In the material below, print every line exactly and omit the pictures.

BEGIN Given data

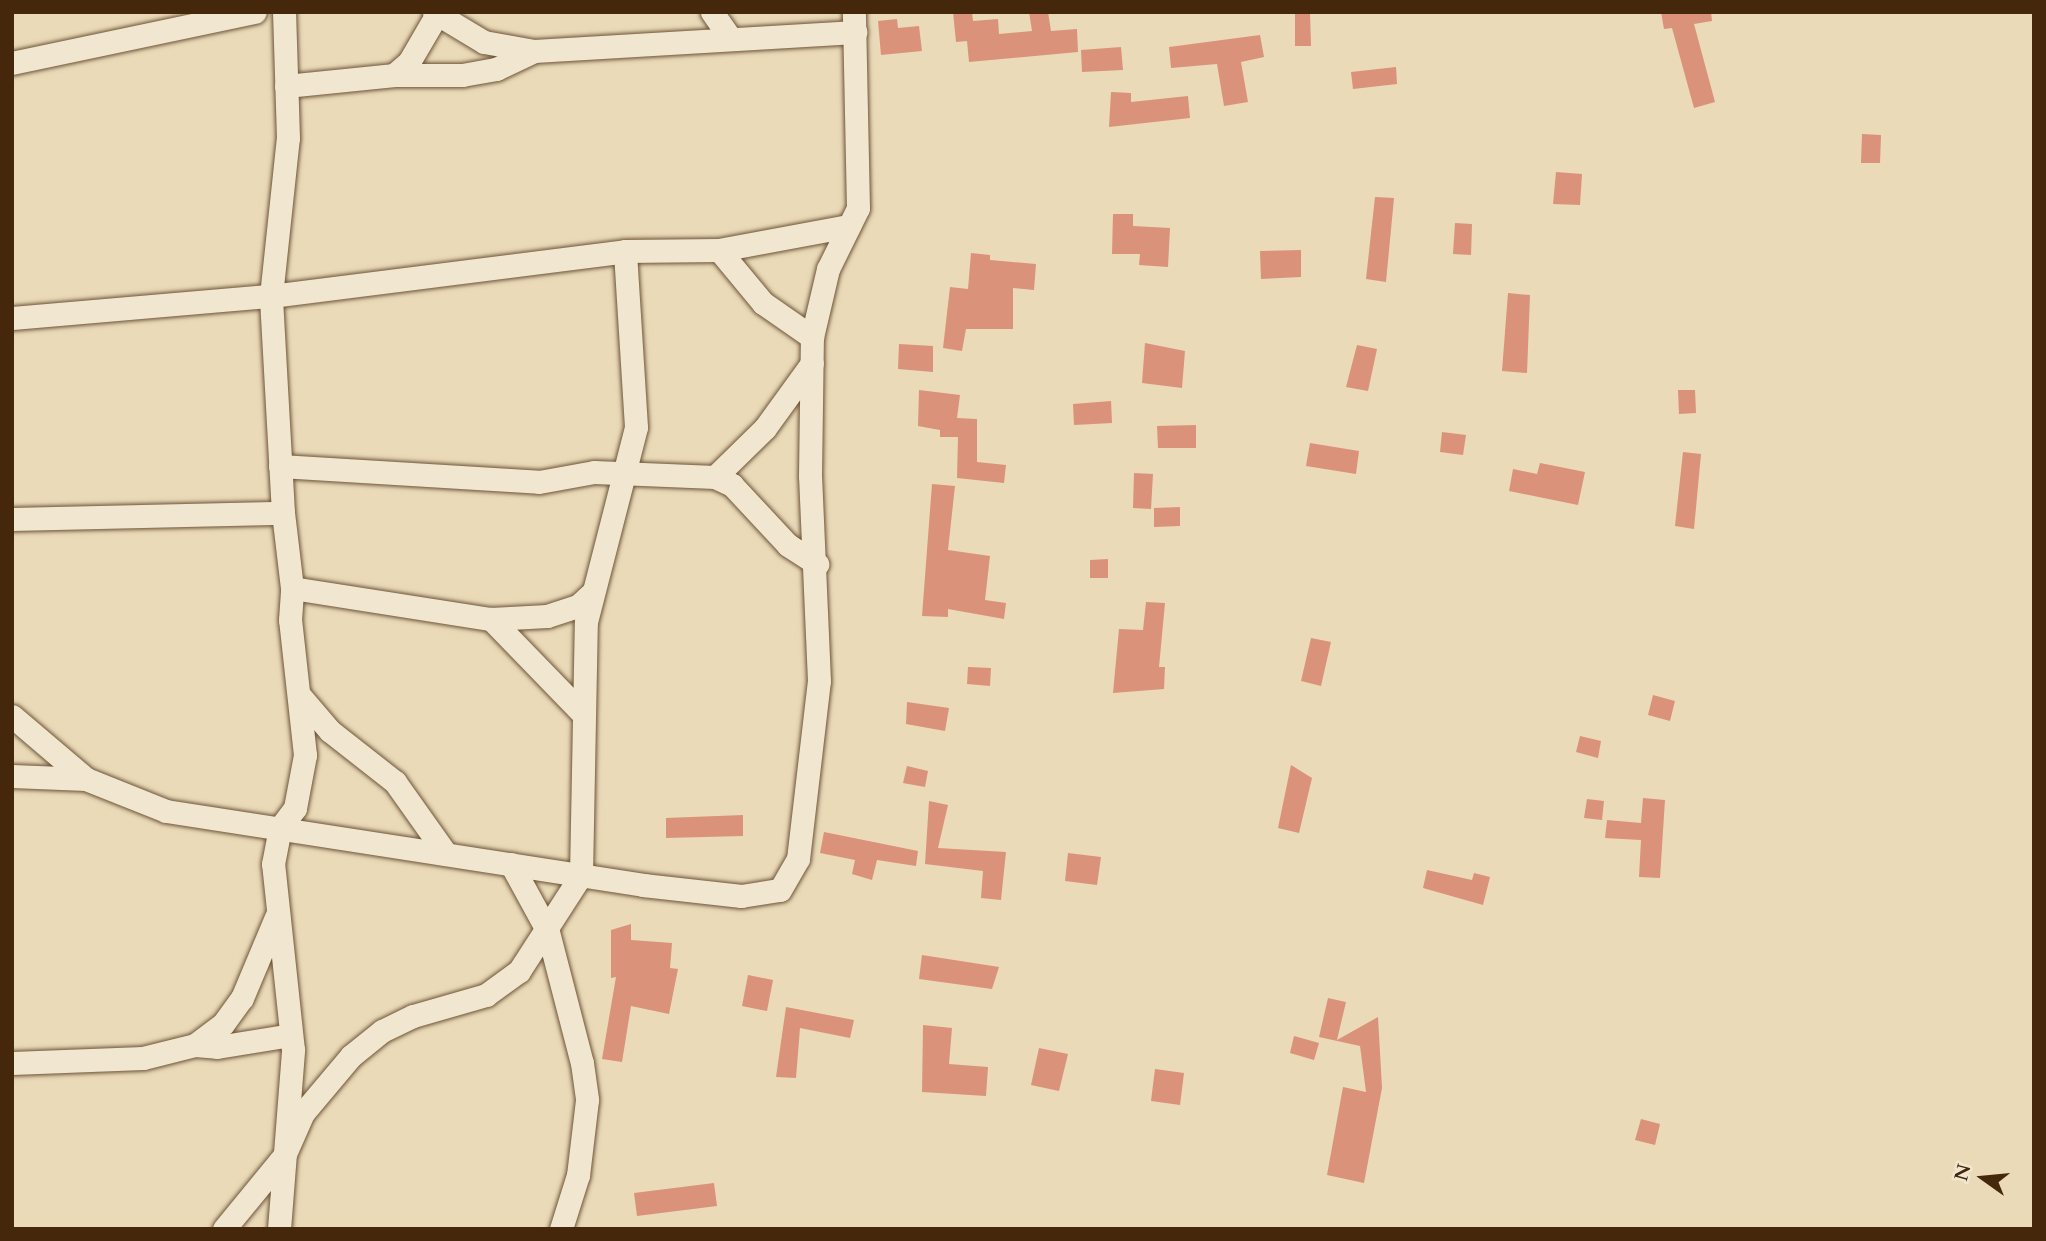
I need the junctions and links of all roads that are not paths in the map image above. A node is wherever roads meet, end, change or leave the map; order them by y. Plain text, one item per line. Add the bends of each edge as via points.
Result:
1 (255, 12) edge
2 (284, 12) edge
3 (701, 12) edge
4 (712, 12) edge
5 (435, 13) edge
6 (161, 21) edge
7 (855, 22) edge
8 (731, 39) junction
9 (691, 42) junction
10 (534, 51) junction
11 (12, 62) edge
12 (394, 75) junction
13 (286, 86) junction
14 (849, 226) junction
15 (719, 250) junction
16 (625, 251) junction
17 (271, 296) junction
18 (12, 318) edge
19 (812, 337) junction
20 (812, 363) junction
21 (279, 466) junction
22 (625, 475) junction
23 (715, 477) junction
24 (283, 513) junction
25 (12, 519) edge
26 (817, 565) junction
27 (292, 588) junction
28 (592, 593) junction
29 (491, 619) junction
30 (300, 696) junction
31 (583, 714) junction
32 (12, 716) edge
33 (12, 776) edge
34 (86, 779) junction
35 (280, 828) junction
36 (446, 854) junction
37 (511, 864) junction
38 (581, 875) junction
39 (277, 914) junction
40 (548, 932) junction
41 (290, 1035) junction
42 (195, 1045) junction
43 (12, 1063) edge
44 (284, 1156) junction
45 (224, 1229) edge
46 (279, 1229) edge
47 (561, 1229) edge

1 - 6 street
2 - 13 street
3 - 9 street
4 - 8 street
5 - 10 street via 484,42
5 - 12 street via 409,62
6 - 11 street
7 - 8 street
7 - 14 street via 859,176 858,208
8 - 9 street
9 - 10 street
10 - 12 street via 496,69 413,78
12 - 13 street
13 - 17 street via 288,138
14 - 15 street
14 - 19 street via 828,269
15 - 16 street
15 - 19 street via 764,303
16 - 17 street
16 - 22 street via 636,427
17 - 18 street
17 - 21 street
19 - 20 street
20 - 23 street via 765,428
20 - 26 street via 810,476
21 - 22 street via 539,482 594,472
21 - 24 street
22 - 23 street
22 - 28 street
23 - 26 street via 732,485 788,545
24 - 25 street
24 - 27 street
26 - 38 street via 819,681 798,859 780,890 741,896
27 - 29 street
27 - 30 street via 290,620
28 - 29 street via 578,606 547,616
28 - 31 street via 586,622
29 - 31 street
30 - 35 street via 301,784 295,808
30 - 36 street via 330,731 394,782
31 - 38 street
32 - 34 street
33 - 34 street
34 - 35 street via 166,811
35 - 36 street
35 - 39 street via 273,864
36 - 37 street
37 - 38 street
37 - 40 street
38 - 40 street
39 - 41 street
39 - 42 street via 242,998 223,1024
40 - 44 street via 519,971 486,995 413,1016 382,1031 352,1056 303,1113
40 - 47 street via 587,1100 578,1175
41 - 42 street via 218,1047
41 - 44 street
42 - 43 street via 143,1058
44 - 45 street
44 - 46 street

END Given data

Your solution:
I need the junctions and links of all roads that are not paths in the map image above. A node is wherever roads meet, end, change or leave the map; order them by y. Plain text, one item per line. Add the bends of each edge as via points.
Result:
1 (255, 12) edge
2 (284, 12) edge
3 (701, 12) edge
4 (712, 12) edge
5 (435, 13) edge
6 (161, 21) edge
7 (855, 22) edge
8 (731, 39) junction
9 (691, 42) junction
10 (534, 51) junction
11 (12, 62) edge
12 (394, 75) junction
13 (286, 86) junction
14 (849, 226) junction
15 (719, 250) junction
16 (625, 251) junction
17 (271, 296) junction
18 (12, 318) edge
19 (812, 337) junction
20 (812, 363) junction
21 (279, 466) junction
22 (625, 475) junction
23 (715, 477) junction
24 (283, 513) junction
25 (12, 519) edge
26 (817, 565) junction
27 (292, 588) junction
28 (592, 593) junction
29 (491, 619) junction
30 (300, 696) junction
31 (583, 714) junction
32 (12, 716) edge
33 (12, 776) edge
34 (86, 779) junction
35 (280, 828) junction
36 (446, 854) junction
37 (511, 864) junction
38 (581, 875) junction
39 (277, 914) junction
40 (548, 932) junction
41 (290, 1035) junction
42 (195, 1045) junction
43 (12, 1063) edge
44 (284, 1156) junction
45 (224, 1229) edge
46 (279, 1229) edge
47 (561, 1229) edge

1 - 6 street
2 - 13 street
3 - 9 street
4 - 8 street
5 - 10 street via 484,42
5 - 12 street via 409,62
6 - 11 street
7 - 8 street
7 - 14 street via 859,176 858,208
8 - 9 street
9 - 10 street
10 - 12 street via 496,69 413,78
12 - 13 street
13 - 17 street via 288,138
14 - 15 street
14 - 19 street via 828,269
15 - 16 street
15 - 19 street via 764,303
16 - 17 street
16 - 22 street via 636,427
17 - 18 street
17 - 21 street
19 - 20 street
20 - 23 street via 765,428
20 - 26 street via 810,476
21 - 22 street via 539,482 594,472
21 - 24 street
22 - 23 street
22 - 28 street
23 - 26 street via 732,485 788,545
24 - 25 street
24 - 27 street
26 - 38 street via 819,681 798,859 780,890 741,896
27 - 29 street
27 - 30 street via 290,620
28 - 29 street via 578,606 547,616
28 - 31 street via 586,622
29 - 31 street
30 - 35 street via 301,784 295,808
30 - 36 street via 330,731 394,782
31 - 38 street
32 - 34 street
33 - 34 street
34 - 35 street via 166,811
35 - 36 street
35 - 39 street via 273,864
36 - 37 street
37 - 38 street
37 - 40 street
38 - 40 street
39 - 41 street
39 - 42 street via 242,998 223,1024
40 - 44 street via 519,971 486,995 413,1016 382,1031 352,1056 303,1113
40 - 47 street via 587,1100 578,1175
41 - 42 street via 218,1047
41 - 44 street
42 - 43 street via 143,1058
44 - 45 street
44 - 46 street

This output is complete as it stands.